US considering to restore Pakistan’s security funds

US considering to restore Pakistan's security funds

WASHINGTON: As a part of reset with new Prime Minister (PM) Imran Khan, US is considering to restore security funds of Pakistan.
According to Washington Times, a battle is brewing inside the Trump administration over whether to reconsider the president’s aggressive policy of withholding millions of dollars in sensitive security assistance to Pakistan on grounds that the South Asian nation is ready to reconsider its willingness to provide safe haven to terrorists nearly two decades after 9/11.
“Some of Mr.
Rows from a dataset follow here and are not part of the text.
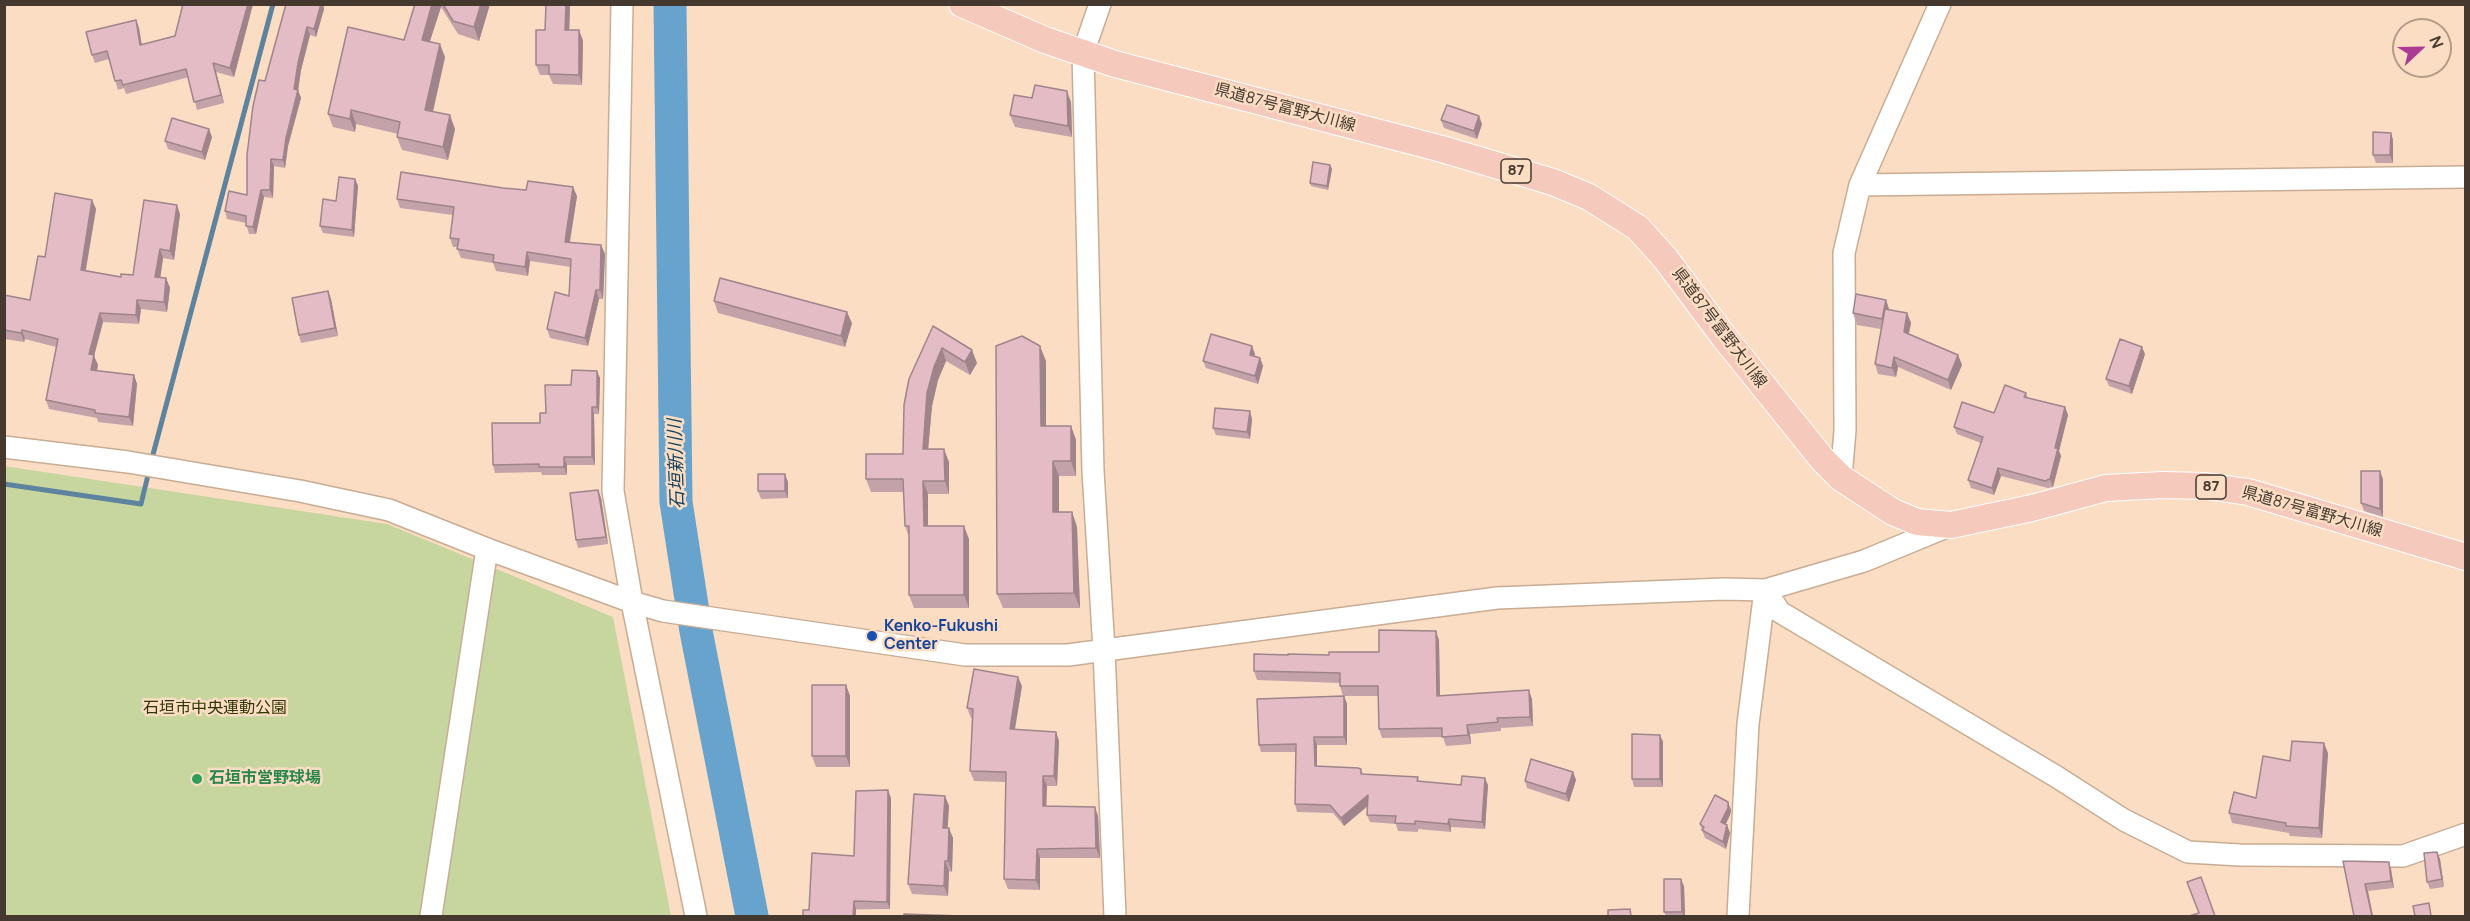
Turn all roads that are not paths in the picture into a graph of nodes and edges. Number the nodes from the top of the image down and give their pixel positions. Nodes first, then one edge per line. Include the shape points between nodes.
1 (622, 4) edge
2 (962, 4) edge
3 (1100, 4) edge
4 (1940, 4) edge
5 (1083, 53) junction
6 (2466, 177) edge
7 (1860, 185) junction
8 (4, 447) edge
9 (1841, 478) junction
10 (1951, 525) junction
11 (487, 549) junction
12 (2466, 557) edge
13 (1765, 590) junction
14 (632, 602) junction
15 (1104, 650) junction
16 (2466, 834) edge
17 (431, 916) edge
18 (696, 916) edge
19 (1115, 916) edge
20 (1738, 916) edge

1 - 14 street via 612,491
2 - 5 main road, 県道87号富野大川線 / 87
3 - 5 street
4 - 7 street
5 - 9 main road, 県道87号富野大川線 / 87 via 1553,182 1614,211 1638,228 1665,258 1793,425
5 - 15 street via 1093,471
6 - 7 street
7 - 9 street via 1844,253 1845,430
8 - 11 street via 300,490 389,510
9 - 10 main road, 県道87号富野大川線 / 87 via 1917,522
10 - 12 main road, 県道87号富野大川線 / 87 via 2106,488 2206,486 2248,492
10 - 13 street via 1864,561
11 - 14 street
11 - 17 street
13 - 15 street via 1724,588 1497,598
13 - 16 street via 1780,612 2124,820 2188,852 2403,856
13 - 20 street via 1748,724
14 - 15 street via 711,619 965,655 1068,655
14 - 18 street
15 - 19 street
Trump’s top advisers argue that the time is ripe for Washington to begin restoring the military aid that the president cut from Islamabad at the start of the year,” it stated.
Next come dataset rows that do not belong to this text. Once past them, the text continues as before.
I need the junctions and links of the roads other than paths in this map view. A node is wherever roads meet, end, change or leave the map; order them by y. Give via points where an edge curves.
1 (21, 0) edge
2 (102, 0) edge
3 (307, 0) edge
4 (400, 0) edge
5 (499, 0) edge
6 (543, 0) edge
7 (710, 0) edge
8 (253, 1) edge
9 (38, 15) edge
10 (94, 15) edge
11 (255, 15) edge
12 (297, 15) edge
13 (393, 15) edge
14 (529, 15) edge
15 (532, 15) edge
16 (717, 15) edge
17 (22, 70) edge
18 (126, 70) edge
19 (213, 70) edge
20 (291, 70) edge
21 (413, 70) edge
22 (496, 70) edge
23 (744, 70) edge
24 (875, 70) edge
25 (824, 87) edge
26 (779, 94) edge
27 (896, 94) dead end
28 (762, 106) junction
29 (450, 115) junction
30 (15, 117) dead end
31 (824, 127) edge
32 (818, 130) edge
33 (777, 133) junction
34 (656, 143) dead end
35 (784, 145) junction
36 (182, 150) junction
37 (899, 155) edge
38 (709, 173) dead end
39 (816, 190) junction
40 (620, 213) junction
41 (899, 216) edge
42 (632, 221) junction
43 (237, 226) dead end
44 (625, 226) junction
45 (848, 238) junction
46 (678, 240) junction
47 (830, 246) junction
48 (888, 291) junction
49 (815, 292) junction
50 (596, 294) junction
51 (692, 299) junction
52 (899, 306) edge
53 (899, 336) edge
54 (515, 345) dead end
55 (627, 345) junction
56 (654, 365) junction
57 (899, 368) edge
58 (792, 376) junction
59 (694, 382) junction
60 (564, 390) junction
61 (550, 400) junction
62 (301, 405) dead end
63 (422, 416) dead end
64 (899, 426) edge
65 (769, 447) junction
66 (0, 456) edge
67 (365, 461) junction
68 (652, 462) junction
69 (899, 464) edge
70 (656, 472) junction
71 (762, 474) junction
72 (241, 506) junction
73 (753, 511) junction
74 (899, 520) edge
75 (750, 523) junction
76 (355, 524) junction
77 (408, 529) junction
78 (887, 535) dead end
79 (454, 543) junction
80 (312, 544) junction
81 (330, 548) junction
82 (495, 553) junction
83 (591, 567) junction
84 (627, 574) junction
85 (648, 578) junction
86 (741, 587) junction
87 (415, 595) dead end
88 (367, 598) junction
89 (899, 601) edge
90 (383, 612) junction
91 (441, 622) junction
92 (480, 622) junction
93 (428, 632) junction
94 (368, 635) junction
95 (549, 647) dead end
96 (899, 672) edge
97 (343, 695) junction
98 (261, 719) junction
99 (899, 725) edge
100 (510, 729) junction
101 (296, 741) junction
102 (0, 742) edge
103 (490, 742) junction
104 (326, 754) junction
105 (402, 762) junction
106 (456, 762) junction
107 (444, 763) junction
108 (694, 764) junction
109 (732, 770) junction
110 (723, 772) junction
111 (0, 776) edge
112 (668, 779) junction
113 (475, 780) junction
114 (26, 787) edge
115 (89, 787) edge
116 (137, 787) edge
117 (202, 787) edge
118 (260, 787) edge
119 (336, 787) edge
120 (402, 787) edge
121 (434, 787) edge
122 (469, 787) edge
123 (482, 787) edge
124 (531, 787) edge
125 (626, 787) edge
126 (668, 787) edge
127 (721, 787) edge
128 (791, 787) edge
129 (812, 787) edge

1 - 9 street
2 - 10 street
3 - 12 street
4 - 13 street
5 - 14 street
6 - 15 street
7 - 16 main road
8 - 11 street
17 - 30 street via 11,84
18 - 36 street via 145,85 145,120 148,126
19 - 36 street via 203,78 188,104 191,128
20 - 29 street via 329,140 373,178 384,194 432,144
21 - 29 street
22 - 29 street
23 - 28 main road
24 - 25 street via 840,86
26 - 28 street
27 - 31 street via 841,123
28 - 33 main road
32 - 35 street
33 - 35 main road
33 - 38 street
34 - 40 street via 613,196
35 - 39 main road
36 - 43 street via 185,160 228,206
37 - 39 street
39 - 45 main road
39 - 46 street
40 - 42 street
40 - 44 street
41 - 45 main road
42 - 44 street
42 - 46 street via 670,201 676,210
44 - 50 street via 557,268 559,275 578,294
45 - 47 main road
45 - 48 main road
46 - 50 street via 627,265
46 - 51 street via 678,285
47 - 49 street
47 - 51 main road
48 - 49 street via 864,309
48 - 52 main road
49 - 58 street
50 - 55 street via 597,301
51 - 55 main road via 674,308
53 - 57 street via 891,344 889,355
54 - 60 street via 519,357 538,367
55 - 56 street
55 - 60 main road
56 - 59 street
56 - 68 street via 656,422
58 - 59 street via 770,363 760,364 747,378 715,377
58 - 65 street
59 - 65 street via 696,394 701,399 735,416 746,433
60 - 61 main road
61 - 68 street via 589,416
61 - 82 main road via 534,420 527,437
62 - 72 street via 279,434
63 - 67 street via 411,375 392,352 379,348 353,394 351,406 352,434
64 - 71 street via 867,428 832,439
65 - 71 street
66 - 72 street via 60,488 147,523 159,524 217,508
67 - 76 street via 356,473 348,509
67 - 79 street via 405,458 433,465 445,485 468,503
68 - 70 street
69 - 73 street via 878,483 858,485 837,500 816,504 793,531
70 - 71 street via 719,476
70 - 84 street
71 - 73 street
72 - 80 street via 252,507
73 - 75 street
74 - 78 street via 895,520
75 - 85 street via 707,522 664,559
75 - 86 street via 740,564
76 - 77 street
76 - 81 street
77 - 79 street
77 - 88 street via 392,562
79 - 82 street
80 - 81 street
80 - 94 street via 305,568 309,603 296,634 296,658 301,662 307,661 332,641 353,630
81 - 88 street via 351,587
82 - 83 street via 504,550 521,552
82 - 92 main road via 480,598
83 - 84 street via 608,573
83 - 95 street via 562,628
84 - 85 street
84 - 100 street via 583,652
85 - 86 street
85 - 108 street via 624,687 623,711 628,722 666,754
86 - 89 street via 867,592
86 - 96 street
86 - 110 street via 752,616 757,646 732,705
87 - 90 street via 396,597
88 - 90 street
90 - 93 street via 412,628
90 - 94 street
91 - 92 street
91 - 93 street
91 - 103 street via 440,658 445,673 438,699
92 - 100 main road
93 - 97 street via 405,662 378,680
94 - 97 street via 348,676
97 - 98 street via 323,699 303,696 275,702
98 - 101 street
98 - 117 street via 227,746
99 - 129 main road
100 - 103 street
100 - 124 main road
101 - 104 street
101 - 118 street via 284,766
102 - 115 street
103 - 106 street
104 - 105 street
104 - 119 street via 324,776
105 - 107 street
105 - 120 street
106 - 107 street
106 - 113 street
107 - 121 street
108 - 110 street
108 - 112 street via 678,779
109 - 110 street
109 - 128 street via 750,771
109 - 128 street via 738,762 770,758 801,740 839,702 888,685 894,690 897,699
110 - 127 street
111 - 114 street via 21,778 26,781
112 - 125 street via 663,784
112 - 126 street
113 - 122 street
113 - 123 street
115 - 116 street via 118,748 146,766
Earlier, U.S. military said it has made a final decision to cancel $300 million in aid to Pakistan that had been suspended over Islamabad’s perceived failure to take decisive action against militants, in a new blow to deteriorating ties.
The so-called Coalition Support Funds were part of a broader suspension in aid to Pakistan announced by President Donald Trump at the start of the year, when he accused Pakistan of rewarding past assistance with “nothing but lies & deceit.”
But U.S. officials had held out the possibility that Pakistan could win back that support if it changed its behavior.
U.S. Defense Secretary Jim Mattis, in particular, had an opportunity to authorize $300 million in CSF funds through this summer – if he saw concrete Pakistani actions to go after insurgents. Mattis chose not to, a U.S. official told Reuters.
“Due to a lack of Pakistani decisive actions in support of the South Asia Strategy the remaining $300 (million) was reprogrammed,” Pentagon spokesman Lieutenant Colonel Kone Faulkner said.